# Action item:
The answer consists only of the lines from the beginning of the listing below to the line holding "pinky dip: (729, 976)", inclusive, with every picture removed.

# Source information:
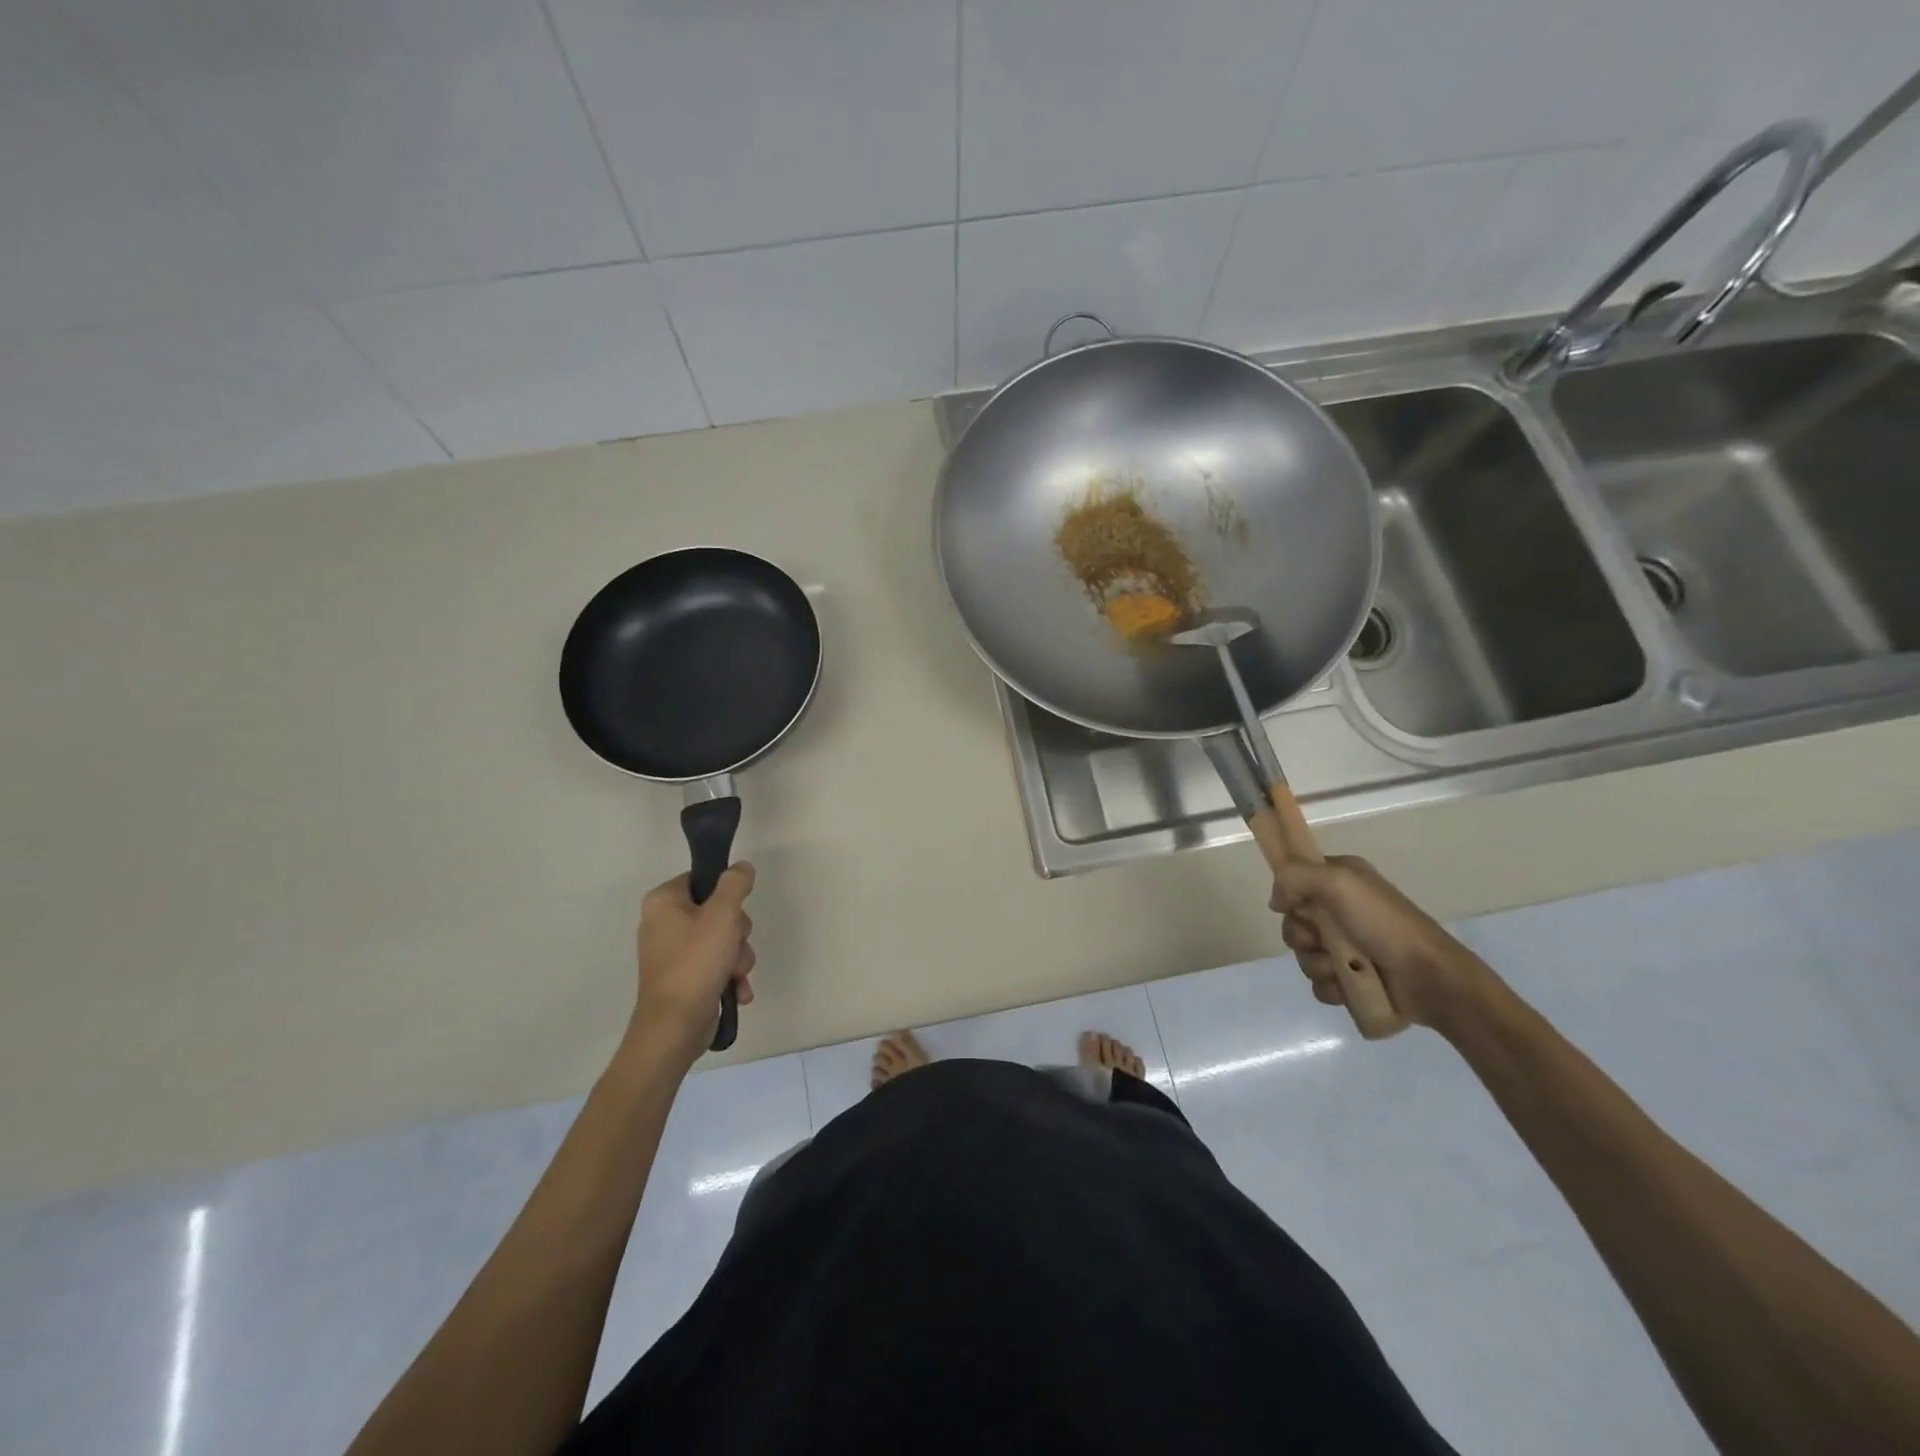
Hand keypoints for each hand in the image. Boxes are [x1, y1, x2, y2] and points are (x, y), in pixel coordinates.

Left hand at [626, 863, 756, 1066]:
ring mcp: (674, 953)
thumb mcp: (723, 914)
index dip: (726, 894)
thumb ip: (735, 884)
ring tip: (734, 974)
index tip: (735, 911)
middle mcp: (664, 923)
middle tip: (733, 946)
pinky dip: (729, 976)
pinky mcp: (684, 977)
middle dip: (737, 933)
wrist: (675, 1026)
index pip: (703, 879)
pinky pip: (716, 964)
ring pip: (723, 940)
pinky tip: (736, 991)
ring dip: (738, 957)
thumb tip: (741, 867)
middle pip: (719, 911)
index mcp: (663, 902)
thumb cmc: (695, 962)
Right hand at [1269, 855, 1495, 1032]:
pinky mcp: (1352, 979)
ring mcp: (1347, 947)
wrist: (1428, 977)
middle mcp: (1342, 910)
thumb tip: (1276, 901)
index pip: (1296, 883)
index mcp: (1341, 881)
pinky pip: (1319, 983)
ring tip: (1341, 969)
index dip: (1291, 898)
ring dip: (1316, 965)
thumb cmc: (1383, 923)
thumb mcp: (1338, 882)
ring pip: (1304, 955)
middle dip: (1301, 937)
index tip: (1297, 908)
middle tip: (1320, 941)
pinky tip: (1347, 987)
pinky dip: (1330, 987)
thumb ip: (1295, 877)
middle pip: (1295, 923)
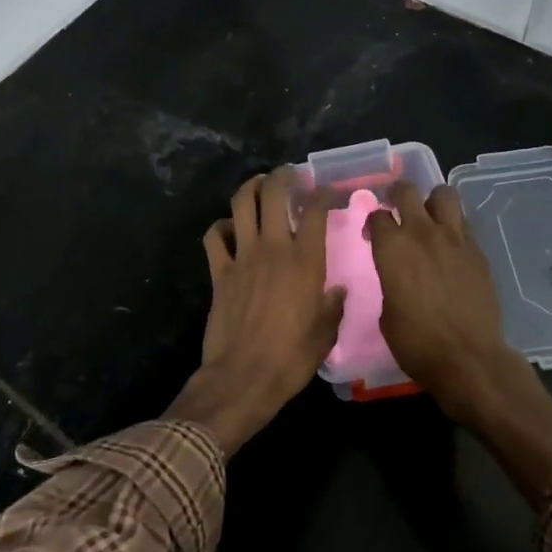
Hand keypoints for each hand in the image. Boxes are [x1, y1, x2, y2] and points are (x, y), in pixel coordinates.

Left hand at [167, 170, 345, 454]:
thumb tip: (337, 291)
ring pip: (241, 204)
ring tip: (259, 184)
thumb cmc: (292, 358)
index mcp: (305, 261)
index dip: (321, 193)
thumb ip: (333, 306)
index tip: (325, 190)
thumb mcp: (325, 333)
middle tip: (289, 175)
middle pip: (273, 194)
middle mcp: (273, 249)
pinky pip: (214, 236)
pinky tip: (229, 229)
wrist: (244, 377)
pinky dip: (221, 226)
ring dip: (250, 187)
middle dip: (282, 176)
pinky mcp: (218, 272)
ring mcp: (242, 257)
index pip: (314, 211)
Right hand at [364, 182, 523, 421]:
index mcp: (392, 248)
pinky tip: (450, 246)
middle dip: (398, 195)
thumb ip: (390, 282)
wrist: (468, 358)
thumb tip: (396, 277)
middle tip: (397, 208)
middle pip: (407, 191)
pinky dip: (454, 226)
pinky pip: (464, 223)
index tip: (372, 236)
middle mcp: (422, 233)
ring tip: (429, 218)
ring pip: (444, 194)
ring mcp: (455, 239)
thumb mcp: (387, 313)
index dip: (372, 223)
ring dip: (432, 202)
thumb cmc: (416, 342)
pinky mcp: (478, 251)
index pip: (378, 215)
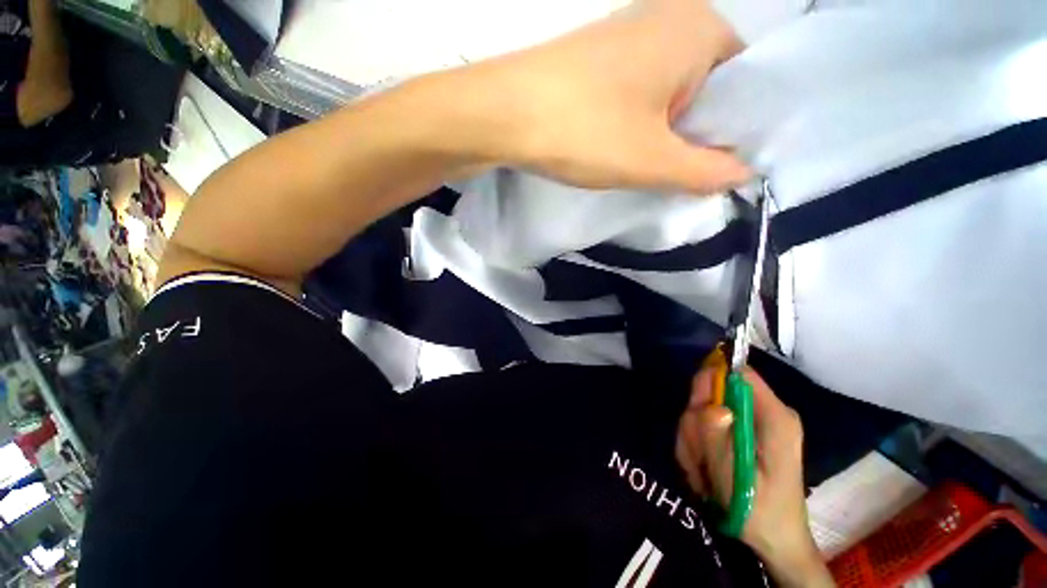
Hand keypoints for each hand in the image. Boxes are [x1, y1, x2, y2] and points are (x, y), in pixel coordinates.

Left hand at [465, 0, 750, 193]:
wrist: (505, 113)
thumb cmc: (585, 129)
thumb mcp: (653, 160)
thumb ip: (705, 170)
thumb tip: (742, 173)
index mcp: (700, 28)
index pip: (748, 79)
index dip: (737, 127)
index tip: (720, 165)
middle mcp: (671, 20)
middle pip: (709, 86)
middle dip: (700, 132)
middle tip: (683, 171)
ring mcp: (632, 36)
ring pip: (672, 92)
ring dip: (668, 132)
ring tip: (652, 163)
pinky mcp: (603, 59)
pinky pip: (642, 92)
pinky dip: (643, 122)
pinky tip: (628, 146)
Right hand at [676, 368, 835, 586]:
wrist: (775, 539)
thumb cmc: (758, 510)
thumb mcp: (734, 476)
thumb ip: (718, 437)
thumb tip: (713, 407)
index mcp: (774, 417)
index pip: (740, 373)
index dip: (712, 379)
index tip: (696, 407)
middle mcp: (765, 413)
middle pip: (715, 391)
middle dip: (698, 420)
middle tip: (699, 453)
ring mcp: (753, 422)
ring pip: (705, 410)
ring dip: (695, 437)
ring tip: (702, 468)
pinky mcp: (743, 431)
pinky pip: (708, 424)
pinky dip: (699, 444)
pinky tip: (704, 467)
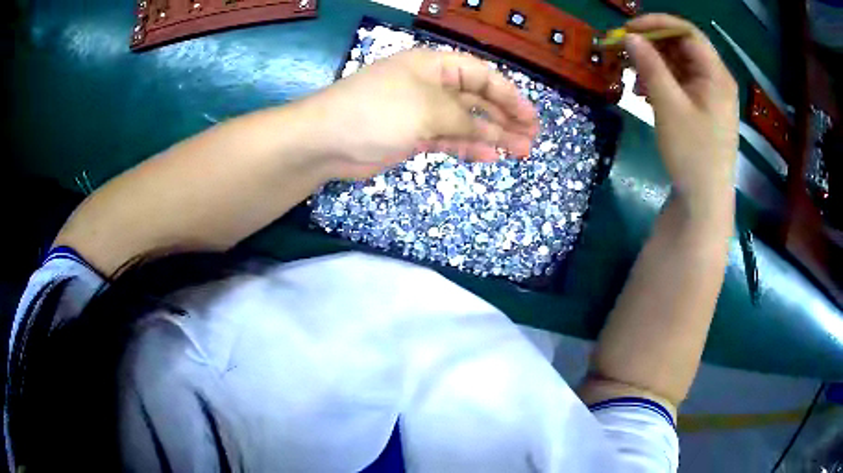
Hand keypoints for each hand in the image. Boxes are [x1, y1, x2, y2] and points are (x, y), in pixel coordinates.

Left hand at [302, 49, 539, 178]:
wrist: (328, 141)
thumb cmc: (378, 111)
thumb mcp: (429, 108)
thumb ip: (465, 119)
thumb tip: (492, 132)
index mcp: (435, 66)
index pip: (482, 75)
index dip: (510, 96)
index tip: (531, 118)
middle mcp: (432, 85)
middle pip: (478, 99)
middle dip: (505, 118)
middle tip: (531, 140)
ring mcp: (422, 112)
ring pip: (467, 121)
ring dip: (493, 135)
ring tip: (520, 151)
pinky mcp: (414, 136)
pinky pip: (450, 139)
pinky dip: (470, 146)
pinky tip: (491, 156)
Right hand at [625, 14, 738, 215]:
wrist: (705, 202)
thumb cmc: (692, 154)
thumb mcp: (668, 106)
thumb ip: (650, 66)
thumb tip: (630, 37)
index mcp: (716, 75)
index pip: (687, 32)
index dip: (657, 24)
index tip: (628, 29)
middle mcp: (717, 80)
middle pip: (683, 48)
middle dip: (652, 47)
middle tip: (625, 54)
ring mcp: (711, 96)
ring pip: (680, 66)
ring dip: (654, 66)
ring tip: (633, 80)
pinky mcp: (704, 110)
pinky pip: (681, 85)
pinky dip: (662, 83)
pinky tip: (645, 94)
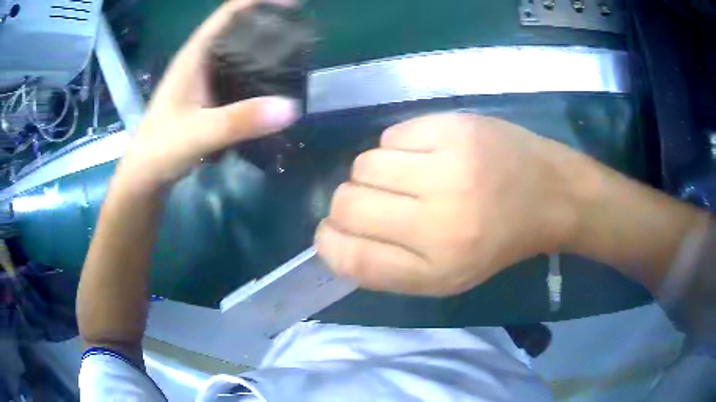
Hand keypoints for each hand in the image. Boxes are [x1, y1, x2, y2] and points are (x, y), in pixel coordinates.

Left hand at [119, 0, 298, 188]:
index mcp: (195, 55)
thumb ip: (239, 120)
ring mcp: (205, 78)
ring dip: (264, 48)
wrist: (146, 175)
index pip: (229, 12)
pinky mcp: (209, 95)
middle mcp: (201, 60)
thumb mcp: (198, 133)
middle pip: (238, 27)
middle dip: (268, 22)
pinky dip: (258, 72)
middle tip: (300, 33)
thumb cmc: (161, 148)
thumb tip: (290, 107)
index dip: (260, 1)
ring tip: (295, 54)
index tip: (294, 5)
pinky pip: (238, 73)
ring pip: (239, 50)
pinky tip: (274, 84)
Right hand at [315, 114, 584, 295]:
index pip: (352, 257)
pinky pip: (391, 136)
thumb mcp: (445, 276)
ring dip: (375, 173)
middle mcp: (439, 221)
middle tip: (377, 201)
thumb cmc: (497, 242)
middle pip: (348, 203)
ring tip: (408, 176)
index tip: (331, 233)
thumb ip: (388, 266)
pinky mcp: (453, 127)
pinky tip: (427, 154)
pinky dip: (398, 147)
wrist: (548, 193)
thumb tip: (337, 238)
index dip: (329, 243)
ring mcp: (447, 167)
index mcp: (436, 268)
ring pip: (364, 164)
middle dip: (349, 203)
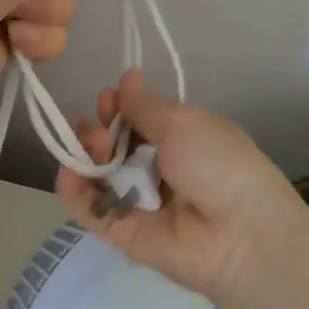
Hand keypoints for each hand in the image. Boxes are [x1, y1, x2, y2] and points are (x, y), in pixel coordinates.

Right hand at [55, 69, 305, 304]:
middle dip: (98, 130)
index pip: (135, 120)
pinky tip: (68, 171)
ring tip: (94, 148)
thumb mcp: (184, 123)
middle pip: (112, 145)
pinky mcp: (121, 232)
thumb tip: (128, 74)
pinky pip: (90, 208)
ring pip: (97, 173)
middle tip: (99, 130)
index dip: (117, 107)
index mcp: (179, 140)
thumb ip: (145, 105)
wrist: (240, 234)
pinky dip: (73, 190)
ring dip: (86, 154)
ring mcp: (137, 202)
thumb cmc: (219, 164)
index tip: (108, 99)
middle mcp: (156, 170)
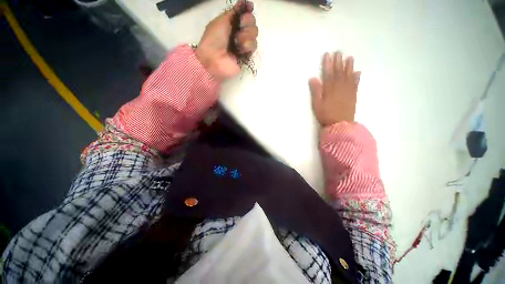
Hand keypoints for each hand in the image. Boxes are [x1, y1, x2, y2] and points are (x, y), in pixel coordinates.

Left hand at [195, 0, 257, 81]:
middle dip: (246, 23)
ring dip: (245, 36)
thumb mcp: (221, 20)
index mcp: (233, 23)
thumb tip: (245, 1)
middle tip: (237, 30)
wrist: (214, 59)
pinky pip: (254, 45)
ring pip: (255, 33)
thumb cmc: (214, 39)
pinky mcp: (248, 55)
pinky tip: (239, 51)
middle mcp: (240, 32)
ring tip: (236, 43)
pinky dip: (246, 46)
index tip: (247, 9)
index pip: (247, 14)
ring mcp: (244, 44)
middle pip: (253, 22)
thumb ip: (234, 12)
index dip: (247, 12)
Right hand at [309, 52, 360, 125]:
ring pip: (348, 75)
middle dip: (338, 61)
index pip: (328, 73)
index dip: (328, 63)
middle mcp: (340, 86)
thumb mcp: (317, 104)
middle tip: (339, 52)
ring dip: (349, 66)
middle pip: (339, 72)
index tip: (327, 54)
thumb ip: (316, 91)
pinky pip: (356, 84)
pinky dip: (357, 77)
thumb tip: (313, 78)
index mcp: (330, 88)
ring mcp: (348, 90)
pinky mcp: (353, 95)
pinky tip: (357, 72)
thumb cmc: (326, 114)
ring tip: (349, 58)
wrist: (340, 124)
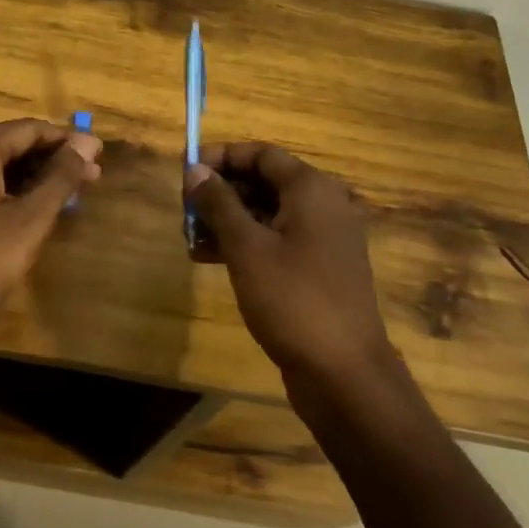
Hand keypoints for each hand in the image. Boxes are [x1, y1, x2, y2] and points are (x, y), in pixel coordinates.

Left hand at [0, 119, 102, 363]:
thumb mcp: (27, 221)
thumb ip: (59, 178)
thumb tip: (86, 144)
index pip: (29, 129)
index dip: (68, 141)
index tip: (99, 154)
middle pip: (9, 145)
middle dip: (51, 160)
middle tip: (91, 177)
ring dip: (29, 177)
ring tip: (66, 194)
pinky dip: (3, 191)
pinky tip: (27, 208)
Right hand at [185, 142, 394, 381]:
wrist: (344, 373)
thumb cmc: (293, 299)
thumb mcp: (246, 247)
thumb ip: (218, 203)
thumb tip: (195, 169)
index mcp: (311, 189)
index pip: (261, 154)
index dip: (221, 157)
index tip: (186, 171)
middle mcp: (323, 205)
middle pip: (264, 182)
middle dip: (221, 192)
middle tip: (185, 210)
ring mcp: (324, 239)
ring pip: (268, 213)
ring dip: (228, 220)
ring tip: (190, 239)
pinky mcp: (319, 269)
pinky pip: (277, 241)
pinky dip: (246, 244)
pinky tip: (210, 259)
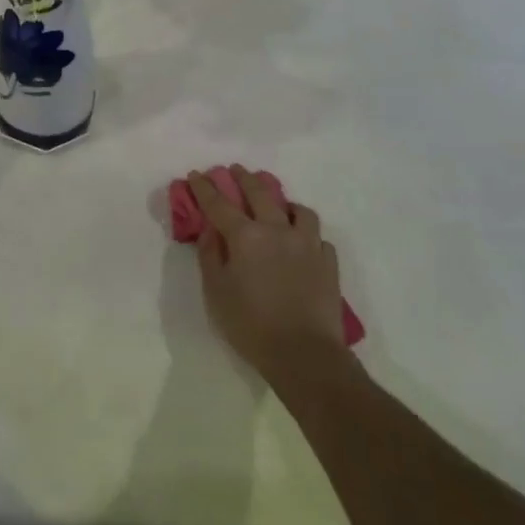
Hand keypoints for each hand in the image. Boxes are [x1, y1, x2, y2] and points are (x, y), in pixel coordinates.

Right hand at [185, 165, 345, 387]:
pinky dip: (306, 233)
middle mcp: (278, 230)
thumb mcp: (216, 291)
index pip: (219, 203)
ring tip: (277, 206)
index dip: (204, 187)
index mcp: (246, 236)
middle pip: (260, 192)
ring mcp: (308, 244)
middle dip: (243, 178)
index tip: (196, 174)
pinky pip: (317, 236)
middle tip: (234, 170)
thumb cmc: (251, 324)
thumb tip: (210, 229)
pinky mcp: (328, 262)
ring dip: (283, 202)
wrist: (304, 354)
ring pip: (298, 209)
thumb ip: (210, 254)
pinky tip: (301, 242)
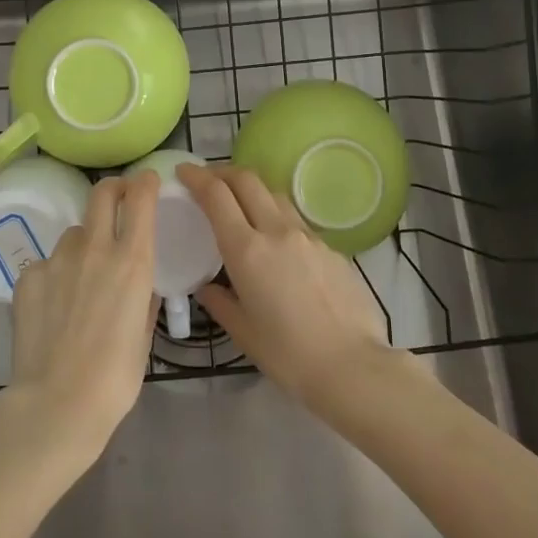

# Written response:
Hand keypoints for each hand in the image. Boxes are [x1, y1, x2, y2] and points are (x, y), in pixel coordinates.

Left hand at [626, 863, 756, 1066]:
ring mcp: (674, 953)
thumb mcp: (723, 914)
index dip: (726, 894)
thumb ip: (735, 884)
ring tip: (734, 974)
index tip: (735, 911)
middle mcp: (664, 923)
middle tip: (733, 946)
pinky dip: (729, 976)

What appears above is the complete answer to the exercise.